Aspirin has been historically used to prevent ischemic cardiovascular events¹⁵^,¹⁶. However, over the last decades, new classes of antiplatelet drugs have become available including clopidogrel, prasugrel and ticagrelor¹⁷. These drugs have different biochemical/clinical characteristics that make them suitable for personalized treatment, for example, when some patients show drug resistance¹⁸^,¹⁹. However, in spite of the number of devices that have been developed and the number of evaluation studies carried out, there is still no consensus on the best device to be used and/or the optimal effective/safe residual platelet activity to be reached and maintained in patients on treatment¹⁸^,²⁰. The present study aimed to evaluate T-TAS in comparison with LTA for a small group of patients on chronic antiplatelet drugs. Taken together, test agreement between T-TAS vs LTA was 54% (14/26); K CHOEN 0.150. These results suggest that T-TAS is less effective than lumi-LTA in assessing patients’ response to antiplatelet drugs. A previous study on T-TAS showed that the device has a relatively good capability of detecting drug response in patients on double antiplatelet drugs (i.e., ASA + clopidogrel) when compared with patients on single therapy (i.e., ASA)²¹. The post-hoc analysis in our cohort confirmed those results. The median (min–max) T-TAS AUC of patients on double therapy (i.e., 29[3–265]) was smaller than controls and patients on single therapy (i.e., ASA 320[107–389] or clopidogrel 240[3–449]). However, the sample size was relatively small and, therefore, no conclusions can be drawn from the above results.

Some limitations of the study should be recognized. We did not apply additional laboratory tools that can be used to detect and characterize platelet defects (i.e., genotyping by means of NGS, or exome analysis). However, recent articles in the literature argue that NGS-based diagnostic strategies for causal gene identification in such a heterogeneous clinical/laboratory phenotype as primary PFD may be ineffective²², and phenotyping analyses are ultimately needed to diagnose platelet defects. Furthermore, we did not compare T-TAS and lumi-LTA in our patient population with other devices designed to assess platelets functional defects and/or response to antiplatelet drugs (i.e., PFA-100^® [Siemens Healthcare, Erlangen, Germany] Verify-Now^® [Werfen, Barcelona, Spain], Multiplate^® [Roche Diagnostics, Indianapolis, IN, USA], and others). However, there are so many devices available that a face-to-face comparison would have been prohibitive. In spite of this, we believe that the reported results and conclusions may be of value to non-specialized clinical laboratories engaged in the daily workup of patients suspected of platelet function defects.

CONCLUSIONS

This study reports results on an investigation of platelet function in patients with normal coagulation but a bleeding history. The study also reports on a group of patients referred to the laboratory for assessment of residual platelet hyperactivity while on chronic antiplatelet therapy.

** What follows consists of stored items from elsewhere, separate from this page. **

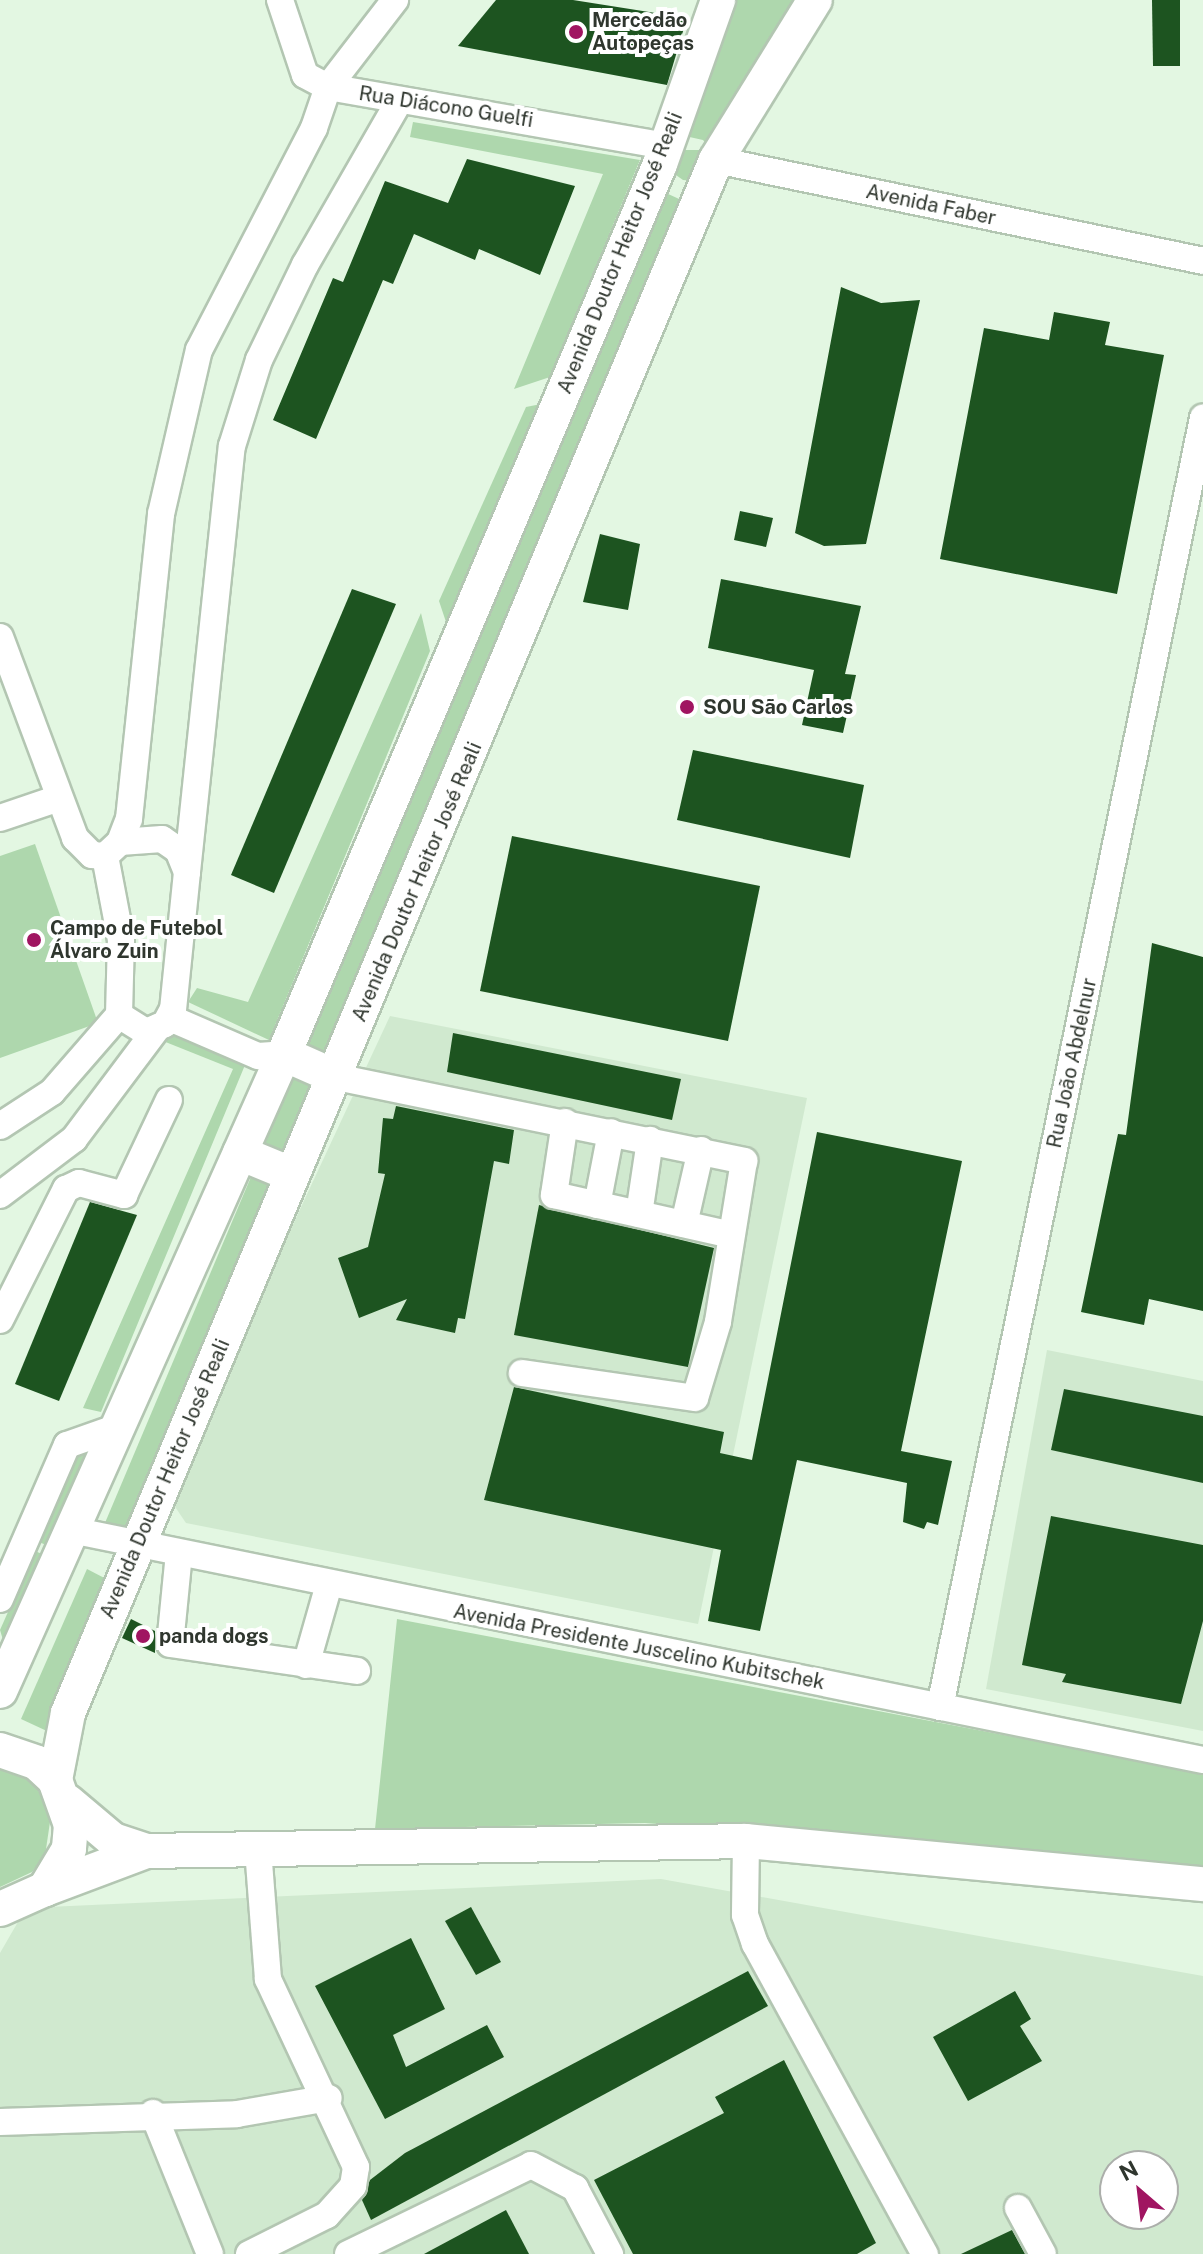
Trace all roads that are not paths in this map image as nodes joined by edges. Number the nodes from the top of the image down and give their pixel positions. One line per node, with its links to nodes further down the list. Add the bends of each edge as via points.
1 (280, 0): 5 (street, via 305,75)
2 (395, 0): 5 (street)
3 (718, 0): 7 (main road, Avenida Doutor Heitor José Reali)
4 (815, 0): 8 (main road, Avenida Doutor Heitor José Reali)
5 (328, 87): 6 (street, Rua Diácono Guelfi); 14 (street, via 199,350 178,423)
6 (400, 100): 7 (street, Rua Diácono Guelfi); 15 (street, via 259,360 232,446)
7 (664, 155): 8 (main road, via 685,187); 18 (main road, Avenida Doutor Heitor José Reali)
8 (713, 171): 9 (street, Avenida Faber); 19 (main road, Avenida Doutor Heitor José Reali)
9 (1203, 261)
10 (1203, 418): 44 (street, Rua João Abdelnur)
11 (0, 637): 12 (street)
12 (59, 798): 13 (street); 14 (street, via 80,847)
13 (0, 818)
14 (113, 849): 15 (street, via 162,839 178,850); 16 (street, via 121,940)
15 (187, 872): 17 (street)
16 (119, 1015): 17 (street, via 131,1029); 22 (street, via 52,1092)
17 (164, 1023): 18 (street, via 258,1056); 28 (street, via 74,1139)
18 (284, 1054): 19 (main road); 26 (main road, Avenida Doutor Heitor José Reali)
19 (336, 1077): 21 (street); 27 (main road, Avenida Doutor Heitor José Reali)
20 (169, 1100): 33 (street, via 124,1195 79,1183 66,1189)
21 (565, 1122): 23 (street); 29 (street, via 554,1195)
22 (0, 1126)
23 (611, 1132): 24 (street); 29 (street)
24 (650, 1140): 25 (street); 30 (street)
25 (701, 1150): 31 (street); 32 (street, via 744,1161)
26 (240, 1153): 27 (main road); 35 (main road, Avenida Doutor Heitor José Reali)
27 (291, 1174): 37 (main road, Avenida Doutor Heitor José Reali)
28 (0, 1195)
29 (597, 1205): 30 (street)
30 (639, 1214): 31 (street)
31 (684, 1224): 32 (street)
32 (731, 1235): 34 (street, via 695,1398)
33 (0, 1320)
34 (522, 1373)
35 (118, 1427): 36 (main road, Avenida Doutor Heitor José Reali); 40 (street, via 67,1445)
36 (76, 1531): 37 (street, Avenida Presidente Juscelino Kubitschek); 43 (main road, Avenida Doutor Heitor José Reali)
37 (137, 1546): 38 (street, Avenida Presidente Juscelino Kubitschek); 47 (main road, Avenida Doutor Heitor José Reali, via 68,1713)
38 (179, 1553): 39 (street, Avenida Presidente Juscelino Kubitschek); 41 (street, via 170,1644)
39 (329, 1584): 41 (street); 44 (street, Avenida Presidente Juscelino Kubitschek)
40 (2, 1588)
41 (306, 1665): 42 (street)
42 (357, 1671)
43 (2, 1683)
44 (940, 1707): 46 (street, Avenida Presidente Juscelino Kubitschek)
45 (0, 1750): 47 (main road, via 37,1763)
46 (1203, 1760)
47 (61, 1791): 50 (main road, via 113,1840); 52 (main road, Avenida Doutor Heitor José Reali, via 69,1849)
48 (746, 1841): 49 (main road); 51 (main road); 61 (street, via 745,1915 755,1944)
49 (258, 1850): 50 (main road); 53 (street, via 268,1979)
50 (146, 1851): 52 (main road)
51 (1203, 1884)
52 (16, 1906)
53 (329, 2098): 54 (street, via 237,2114); 58 (street, via 356,2167 353,2186 327,2215)
54 (153, 2113): 55 (street); 57 (street)
55 (0, 2122)
56 (1018, 2208): 62 (street)
57 (210, 2254)
58 (249, 2254)
59 (348, 2254): 60 (street, via 531,2165 575,2188)
60 (610, 2254)
61 (925, 2254)
62 (1043, 2254)

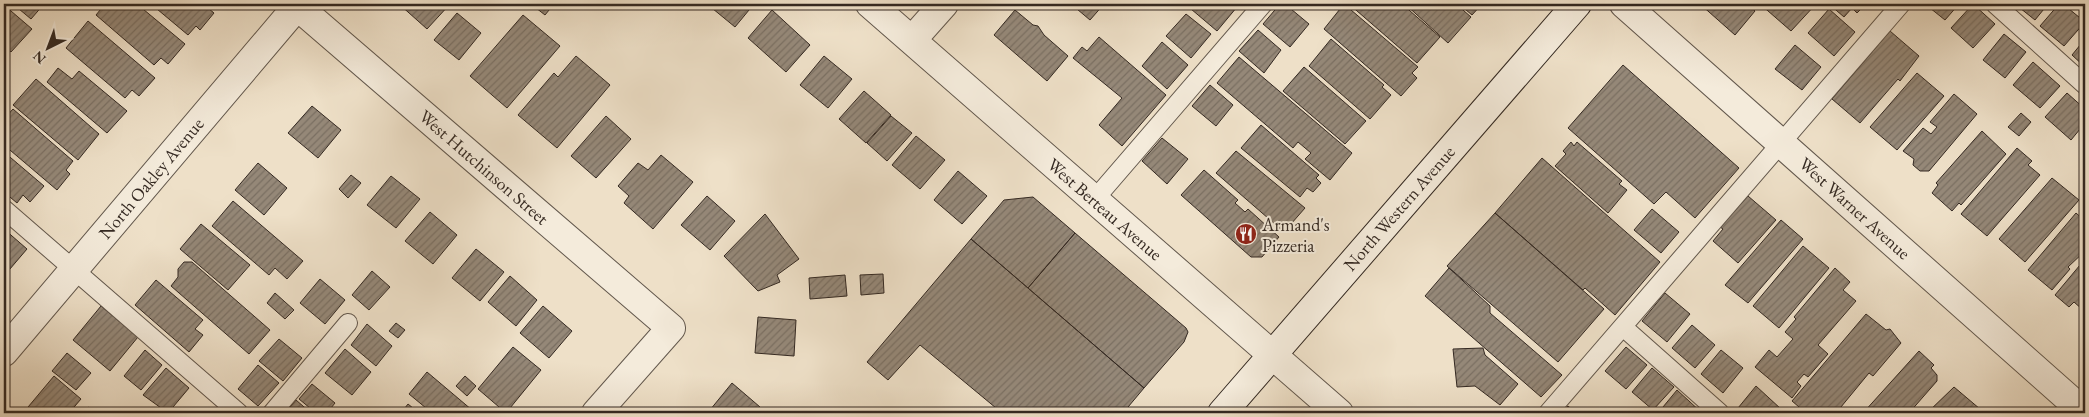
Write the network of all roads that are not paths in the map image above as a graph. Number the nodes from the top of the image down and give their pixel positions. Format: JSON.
{"nodes":[{"id":1,"x":870,"y":4,"type":"edge"},
{"id":2,"x":944,"y":4,"type":"edge"},
{"id":3,"x":1263,"y":4,"type":"edge"},
{"id":4,"x":1577,"y":4,"type":"edge"},
{"id":5,"x":1624,"y":4,"type":"edge"},
{"id":6,"x":1901,"y":4,"type":"edge"},
{"id":7,"x":1995,"y":4,"type":"edge"},
{"id":8,"x":298,"y":5,"type":"edge"},
{"id":9,"x":912,"y":40,"type":"junction"},
{"id":10,"x":2085,"y":85,"type":"edge"},
{"id":11,"x":1781,"y":142,"type":"junction"},
{"id":12,"x":1094,"y":200,"type":"junction"},
{"id":13,"x":4,"y":209,"type":"edge"},
{"id":14,"x":74,"y":270,"type":"junction"},
{"id":15,"x":348,"y":323,"type":"dead end"},
{"id":16,"x":1623,"y":327,"type":"junction"},
{"id":17,"x":4,"y":352,"type":"edge"},
{"id":18,"x":1272,"y":355,"type":"junction"},
{"id":19,"x":239,"y":413,"type":"edge"},
{"id":20,"x":272,"y":413,"type":"edge"},
{"id":21,"x":596,"y":413,"type":"edge"},
{"id":22,"x":1222,"y":413,"type":"edge"},
{"id":23,"x":1339,"y":413,"type":"edge"},
{"id":24,"x":1548,"y":413,"type":"edge"},
{"id":25,"x":1720,"y":413,"type":"edge"},
{"id":26,"x":2085,"y":413,"type":"edge"}],
"edges":[{"from":1,"to":9,"type":"street","name":"West Berteau Avenue"},
{"from":2,"to":9,"type":"street"},
{"from":3,"to":12,"type":"lane"},
{"from":4,"to":18,"type":"street","name":"North Western Avenue"},
{"from":5,"to":11,"type":"street","name":"West Warner Avenue"},
{"from":6,"to":11,"type":"lane"},
{"from":7,"to":10,"type":"lane"},
{"from":8,"to":14,"type":"street","name":"North Oakley Avenue"},
{"from":8,"to":21,"type":"street","name":"West Hutchinson Street"},
{"from":9,"to":12,"type":"street","name":"West Berteau Avenue"},
{"from":11,"to":16,"type":"lane"},
{"from":11,"to":26,"type":"street","name":"West Warner Avenue"},
{"from":12,"to":18,"type":"street","name":"West Berteau Avenue"},
{"from":13,"to":14,"type":"lane"},
{"from":14,"to":17,"type":"street","name":"North Oakley Avenue"},
{"from":14,"to":19,"type":"lane"},
{"from":15,"to":20,"type":"lane"},
{"from":16,"to":24,"type":"lane"},
{"from":16,"to":25,"type":"lane"},
{"from":18,"to":22,"type":"street","name":"North Western Avenue"},
{"from":18,"to":23,"type":"street","name":"West Berteau Avenue"}]}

Patients were tested using the current diagnostic test (i.e., lumi-LTA and granule content) and the relatively new flow-based chip-equipped point of care device T-TAS. Results showed that T-TAS compared favorably with lumi-LTA and granule content tests in detecting the most severe forms of platelet function defects (i.e., δ-SPD), whereas it showed poor sensitivity to those milder defects (i.e., PSD). These results are not unexpected because they reflect the complexity of the mechanisms of primary hemostasis coupled with the multifaceted role played by platelets, about which much is still not known. Its relatively simplicity in handling specimens, recording relevant parameters, and interpreting results makes the T-TAS an addition to aggregometry and a useful device for laboratory workup to investigate platelet function defects.

Supplementary Information

BLT-22-055_OnlineSupplementaryContent.pdf^{(416.8KB, pdf)}

ACKNOWLEDGMENTS

We would like to thank Professor P.M. Mannucci for helpful criticism and advice during the preparation of this manuscript. We thank L. Ghilardini for his help in preparing the figures.

Footnotes

INFORMED CONSENT: Informed consent was obtained from all individuals included in this study.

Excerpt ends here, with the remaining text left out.